The key findings demonstrate that surface texture characteristics fundamentally determine tracking algorithm performance. Phase correlation emerges as the most versatile method, achieving consistent sub-2 pixel accuracy in its stable operating range (8–30% step size) across both macro and micro-textured surfaces when using 400 × 400 pixel windows. However, its unexpected poor performance at very low step sizes (2–6%) challenges conventional assumptions about frequency-domain tracking methods.

Template matching exhibits extreme texture sensitivity, with performance ranging from exceptional accuracy at specific operating points (2.2 pixels at 16% on macro-texture, 4.0 pixels at 6% on micro-texture) to complete failure under non-optimal conditions. The method’s catastrophic failure with compact windows on micro-textured surfaces (537.2 pixels error) underscores the critical importance of proper window sizing.

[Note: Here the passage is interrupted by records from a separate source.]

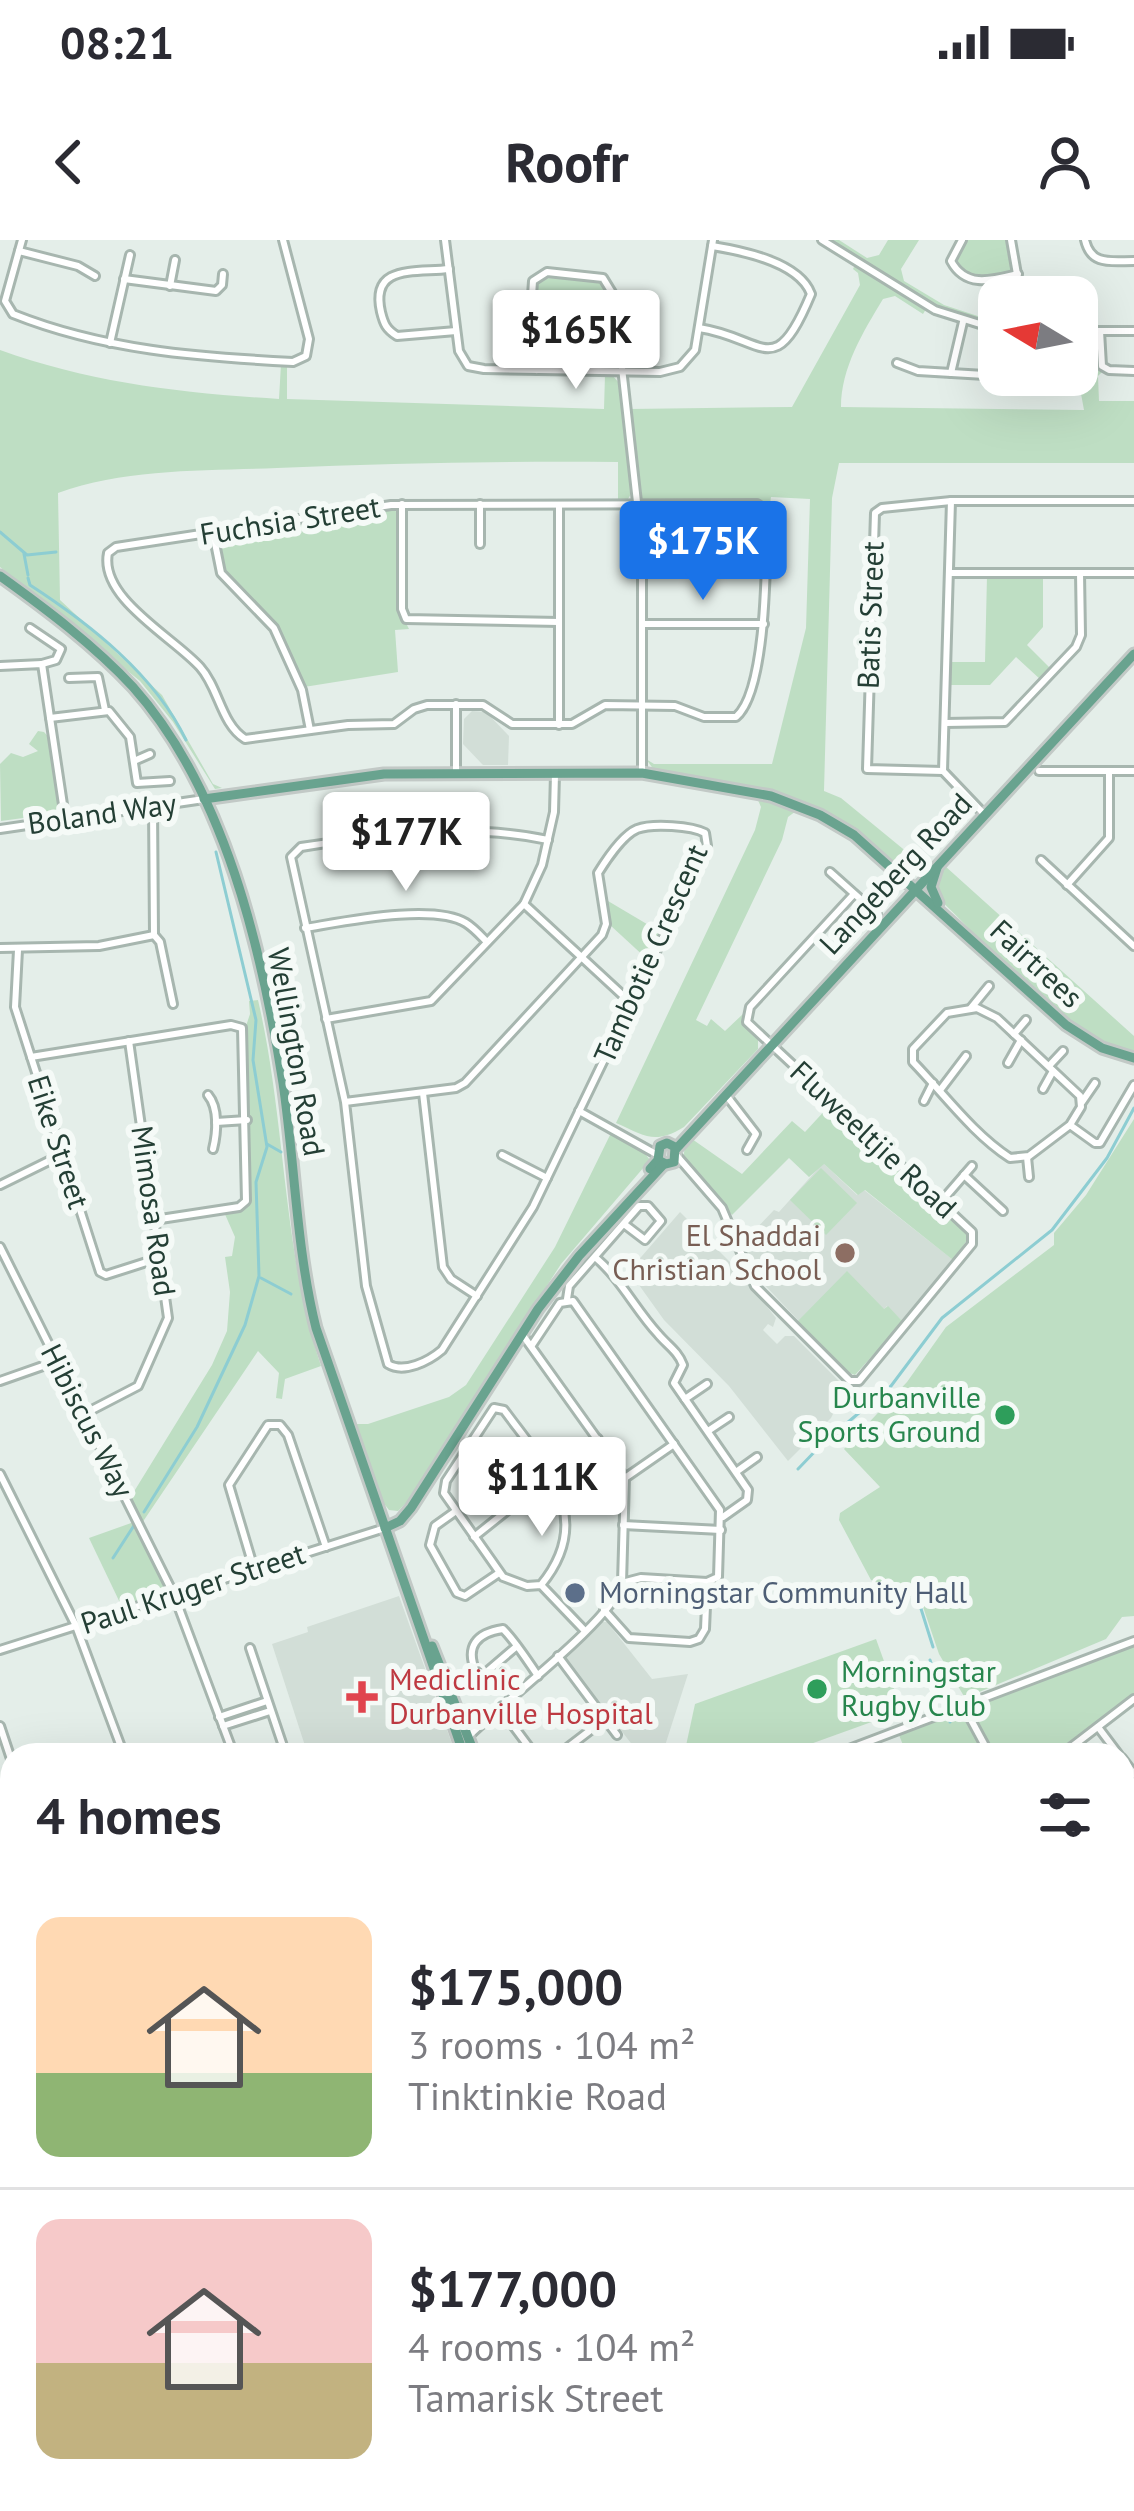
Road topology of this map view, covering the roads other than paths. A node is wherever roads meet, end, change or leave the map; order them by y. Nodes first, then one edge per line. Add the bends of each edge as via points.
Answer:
1 (22, 240) edge
2 (283, 240) edge
3 (445, 240) edge
4 (822, 240) edge
5 (962, 240) edge
6 (1011, 240) edge
7 (1085, 240) edge
8 (713, 243) edge
9 (19, 251) junction
10 (130, 255) dead end
11 (175, 260) dead end
12 (1134, 261) edge
13 (449, 269) junction
14 (223, 274) dead end
15 (1018, 274) joint
16 (95, 275) dead end
17 (124, 279) junction
18 (170, 287) junction
19 (963, 322) junction
20 (978, 325) edge
21 (699, 328) junction
22 (456, 331) junction
23 (1100, 331) joint
24 (1134, 331) edge
25 (110, 343) junction
26 (898, 363) dead end
27 (537, 370) junction
28 (1134, 371) edge
29 (622, 372) junction
30 (952, 373) junction
31 (978, 375) edge
32 (950, 501) junction
33 (1134, 501) edge
34 (402, 504) junction
35 (480, 504) junction
36 (637, 504) junction
37 (559, 505) junction
38 (213, 533) junction
39 (480, 544) dead end
40 (949, 573) junction
41 (1080, 573) junction
42 (1134, 573) edge
43 (0, 576) edge
44 (559, 622) junction
45 (642, 624) junction
46 (764, 624) junction
47 (29, 628) dead end
48 (1134, 654) edge
49 (0, 666) edge
50 (43, 668) junction
51 (69, 678) dead end
52 (456, 704) junction
53 (642, 706) junction
54 (105, 710) junction
55 (50, 718) junction
56 (945, 723) junction
57 (559, 725) junction
58 (310, 730) junction
59 (150, 754) dead end
60 (134, 760) junction
61 (943, 771) junction
62 (1039, 771) dead end
63 (1109, 771) junction
64 (1134, 771) edge
65 (456, 773) junction
66 (643, 773) junction
67 (555, 774) junction
68 (170, 781) dead end
69 (204, 799) junction
70 (154, 806) junction
71 (984, 814) junction
72 (65, 818) junction
73 (0, 829) edge
74 (548, 840) junction
75 (1041, 860) dead end
76 (938, 863) junction
77 (830, 872) dead end
78 (1067, 885) junction
79 (916, 887) junction
80 (854, 894) junction
81 (524, 904) junction
82 (943, 911) junction
83 (877, 914) dead end
84 (305, 928) junction
85 (153, 935) junction
86 (488, 942) junction
87 (1134, 946) edge
88 (0, 948) edge
89 (18, 950) junction
90 (581, 958) junction
91 (989, 986) dead end
92 (630, 1002) junction
93 (173, 1004) dead end
94 (971, 1008) junction
95 (987, 1013) junction
96 (326, 1019) junction
97 (1026, 1020) dead end
98 (978, 1023) dead end
99 (1017, 1037) junction
100 (129, 1041) junction
101 (770, 1045) junction
102 (1063, 1051) dead end
103 (965, 1056) dead end
104 (31, 1057) junction
105 (1134, 1058) edge
106 (1008, 1063) dead end
107 (1051, 1068) junction
108 (1095, 1083) dead end
109 (937, 1085) junction
110 (1134, 1085) edge
111 (1043, 1089) dead end
112 (423, 1093) junction
113 (724, 1094) junction
114 (208, 1095) dead end
115 (924, 1101) dead end
116 (345, 1102) junction
117 (1082, 1102) junction
118 (579, 1111) junction
119 (247, 1120) junction
120 (216, 1122) junction
121 (1070, 1125) junction
122 (213, 1149) dead end
123 (747, 1150) dead end
124 (667, 1154) junction
125 (62, 1155) junction
126 (502, 1155) dead end
127 (1027, 1157) junction
128 (972, 1166) dead end
129 (964, 1175) junction
130 (1029, 1177) dead end
131 (547, 1178) junction
132 (0, 1186) edge
133 (940, 1202) junction
134 (1003, 1210) dead end
135 (154, 1220) junction
136 (624, 1224) junction
137 (1, 1251) edge
138 (595, 1257) junction
139 (159, 1258) junction
140 (477, 1296) junction
141 (566, 1299) junction
142 (522, 1334) junction
143 (532, 1346) junction
144 (57, 1361) junction
145 (0, 1382) edge
146 (707, 1384) dead end
147 (685, 1399) junction
148 (84, 1414) junction
149 (729, 1417) dead end
150 (708, 1431) junction
151 (598, 1439) junction
152 (674, 1444) junction
153 (757, 1457) dead end
154 (736, 1472) junction
155 (0, 1474) edge
156 (549, 1474) junction
157 (625, 1478) junction
158 (509, 1509) dead end
159 (456, 1511) junction
160 (722, 1518) junction
161 (623, 1526) junction
162 (385, 1528) junction
163 (721, 1530) junction
164 (474, 1537) junction
165 (326, 1547) junction
166 (254, 1569) junction
167 (499, 1573) junction
168 (707, 1582) junction
169 (622, 1583) junction
170 (542, 1585) junction
171 (174, 1595) junction
172 (604, 1610) junction
173 (76, 1627) junction
174 (584, 1630) junction
175 (1134, 1641) edge
176 (517, 1646) junction
177 (250, 1648) dead end
178 (0, 1650) edge
179 (558, 1656) junction
180 (538, 1676) junction
181 (1134, 1699) edge
182 (267, 1701) junction
183 (963, 1706) junction
184 (500, 1708) junction
185 (270, 1711) junction
186 (605, 1719) junction
187 (221, 1721) junction
188 (1098, 1727) junction
189 (464, 1734) junction
190 (617, 1735) dead end
191 (120, 1743) edge
192 (229, 1743) edge
193 (282, 1743) edge
194 (464, 1743) edge
195 (469, 1743) edge
196 (526, 1743) edge
197 (574, 1743) edge
198 (865, 1743) edge
199 (983, 1743) edge
200 (1077, 1743) edge
201 (1110, 1743) edge

1 - 9 street
2 - 25 street via 309,339 303,359
3 - 13 street
4 - 19 street
5 - 15 street via 951,261 959,273 980,282
6 - 15 street
7 - 12 street via 1097,260
8 - 21 street
8 - 21 street via 764,257 811,294 771,350
9 - 16 street
9 - 25 street via 9,311
10 - 17 street
11 - 18 street
13 - 22 street
13 - 22 street via 393,275 378,298 386,328 397,336
14 - 18 street via 216,291
17 - 18 street
17 - 25 street
19 - 20 street
19 - 30 street
21 - 29 street via 695,350 680,367
22 - 27 street via 472,368
23 - 24 street
23 - 28 street via 1102,366
26 - 30 street
27 - 29 street
27 - 29 street via 528,356 530,288 547,272 606,281
29 - 36 street
30 - 31 street
32 - 33 street, Batis Street
32 - 40 street
32 - 61 street, Batis Street via 882,508 874,516 868,724 867,770
34 - 35 street, Fuchsia Street
34 - 38 street, Fuchsia Street
34 - 44 street via 406,619
35 - 37 street, Fuchsia Street
35 - 39 street
36 - 37 street, Fuchsia Street
36 - 45 street
36 - 46 street, Fuchsia Street via 764,507
37 - 44 street
38 - 58 street via 221,573 274,628
38 - 58 street, Fuchsia Street via 116,547 106,559 113,586 205,672 238,736
40 - 41 street
40 - 56 street
41 - 42 street
41 - 56 street via 1076,647 1005,722
43 - 69 main road, Wellington Road via 134,688
44 - 57 street
45 - 46 street
45 - 53 street
46 - 53 street via 740,715
47 - 50 street via 61,649
48 - 71 main road, Langeberg Road
49 - 50 street
50 - 55 street
51 - 54 street via 98,677
52 - 57 street via 486,706 512,724
52 - 58 street via 418,706 394,724
52 - 65 street
53 - 57 street via 601,705
53 - 66 street
54 - 55 street
54 - 60 street via 128,733
55 - 72 street
56 - 61 street
59 - 60 street
60 - 68 street via 137,783
61 - 71 street
62 - 63 street
63 - 64 street
63 - 78 street via 1109,838
65 - 67 main road, Fairtrees
65 - 69 main road, Fairtrees via 373,775
66 - 67 main road, Fairtrees
66 - 79 main road, Fairtrees via 805,808 854,835
67 - 74 street
69 - 70 street, Boland Way
69 - 162 main road, Wellington Road via 238,885 275,1044 316,1328
70 - 72 street, Boland Way
70 - 85 street
71 - 76 main road, Langeberg Road
72 - 73 street, Boland Way
74 - 81 street
74 - 84 street via 387,835 302,847 290,862
75 - 78 street
76 - 79 main road, Langeberg Road
76 - 82 main road via 932,887
77 - 80 street
78 - 87 street
79 - 82 main road, Fairtrees
79 - 101 main road, Langeberg Road
80 - 83 street
80 - 101 street via 748,1011 749,1024
81 - 86 street
81 - 90 street
82 - 105 main road, Fairtrees via 1066,1025
84 - 86 street via 424,916 464,922
84 - 96 street
85 - 89 street
85 - 93 street
86 - 96 street via 431,1001
88 - 89 street
89 - 104 street, Eike Street via 14,1002
90 - 92 street
90 - 92 street, Tambotie Crescent via 606,927 599,871 633,832 703,831 706,846
90 - 112 street, Tambotie Crescent via 465,1083
91 - 94 street
92 - 118 street, Tambotie Crescent
94 - 95 street
94 - 109 street via 947,1013 913,1049 913,1063
95 - 98 street
95 - 99 street
96 - 116 street
97 - 99 street
99 - 106 street
99 - 107 street
100 - 104 street
100 - 119 street via 240,1026
100 - 135 street, Mimosa Road
101 - 113 main road, Langeberg Road
101 - 133 street, Fluweeltjie Road
102 - 107 street
103 - 109 street
104 - 125 street, Eike Street
107 - 111 street
107 - 117 street
108 - 117 street
109 - 115 street
109 - 127 street via 1006,1156
110 - 121 street via 1102,1142
112 - 116 street, Tambotie Crescent
112 - 140 street via 443,1267
113 - 123 street via 756,1133
113 - 124 main road, Langeberg Road
114 - 120 street
116 - 140 street, Tambotie Crescent via 366,1286 388,1364 403,1368 437,1354
117 - 121 street
118 - 124 street
118 - 131 street, Tambotie Crescent
119 - 120 street
119 - 135 street via 244,1203
120 - 122 street
121 - 127 street
124 - 133 street, Fluweeltjie Road via 726,1214 755,1286 854,1382 974,1238
124 - 142 main road, Langeberg Road via 573,1254
125 - 132 street
125 - 139 street, Eike Street via 101,1274
126 - 131 street
127 - 130 street
128 - 129 street
129 - 133 street
129 - 134 street
131 - 140 street, Tambotie Crescent
135 - 139 street, Mimosa Road
136 - 136 street via 643,1205 662,1221 648,1239
136 - 138 street
137 - 144 street, Hibiscus Way
138 - 141 street
138 - 147 street via 681,1358 674,1381
139 - 148 street, Mimosa Road via 168,1318 144,1377
141 - 143 street
141 - 152 street
142 - 143 street
142 - 162 main road, Langeberg Road via 411,1508
143 - 151 street
144 - 145 street
144 - 148 street, Hibiscus Way
146 - 147 street
147 - 150 street
148 - 171 street, Hibiscus Way
149 - 150 street
150 - 154 street
151 - 156 street
151 - 157 street
152 - 157 street
152 - 160 street
153 - 154 street
154 - 160 street via 748,1498
155 - 173 street
156 - 159 street via 500,1408 446,1481
156 - 170 street via 563,1498 563,1534
157 - 161 street
158 - 164 street
159 - 164 street
159 - 167 street via 435,1526 430,1544 457,1593 465,1597
160 - 163 street
161 - 163 street
161 - 169 street
162 - 165 street, Paul Kruger Street
162 - 189 main road, Wellington Road
163 - 168 street via 718,1577
164 - 167 street
165 - 166 street, Paul Kruger Street
165 - 166 street via 288,1435 268,1425 229,1480
166 - 171 street, Paul Kruger Street
167 - 170 street
168 - 169 street
168 - 172 street via 704,1632 693,1642 629,1638
169 - 172 street
170 - 174 street
171 - 173 street, Paul Kruger Street
171 - 187 street, Hibiscus Way
172 - 174 street
173 - 178 street, Paul Kruger Street
173 - 191 street
174 - 179 street
175 - 183 street
176 - 176 street via 499,1628 468,1653 483,1676
176 - 180 street
177 - 182 street
179 - 180 street
179 - 186 street
180 - 184 street
181 - 188 street
182 - 185 street
182 - 187 street
183 - 198 street
183 - 199 street
184 - 189 street
184 - 196 street
185 - 187 street
185 - 193 street
186 - 190 street
186 - 197 street
187 - 192 street, Hibiscus Way
188 - 200 street
188 - 201 street
189 - 194 main road, Wellington Road
189 - 195 main road, Wellington Road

Optical flow performs poorly under the restricted conditions tested here: fixed 2D planar surfaces undergoing pure translation with generalized micro- and macro-textures derived from metallographic images. In this laboratory-style setting, high-frequency texture content violates its underlying assumptions, leading to unacceptable error rates that preclude its use for precision metrology. We emphasize, however, that this conclusion applies to controlled displacement-sensing scenarios (e.g., CNC or microscope-based systems) and does not contradict the demonstrated effectiveness of optical-flow-based methods in other domains, such as aerial positioning or robotic navigation, where scene structure, motion dynamics, and imaging conditions differ fundamentally.

The research establishes that texture classification should precede algorithm selection in optical sensor design. For applications requiring robust performance across varying conditions, phase correlation with appropriate window sizing provides the optimal solution. Template matching should be reserved for specialized applications where both surface texture and motion parameters can be precisely controlled.

Overall, this work contributes a quantitative framework that replaces ad-hoc, trial-and-error tracker choice with systematic, evidence-based design principles for optical odometry and displacement sensing. These findings provide a scientific foundation for future sensor development and benchmarking. Future work should explore adaptive algorithms that can automatically classify texture characteristics and select optimal tracking methods, as well as investigate modern deep learning approaches within the same rigorous experimental framework. We acknowledge that the present study relies exclusively on synthesized image sequences, which—while enabling controlled benchmarking—inevitably idealize real-world imaging conditions. As a natural next step, future work will incorporate representative experimental image sets to validate and extend the simulation-based results.

These conclusions are directly shaped by the controlled experimental parameters—window size, step size, and surface texture—which define the operational boundaries of each method and ensure that the reported performance differences arise from algorithmic behaviour rather than uncontrolled variability.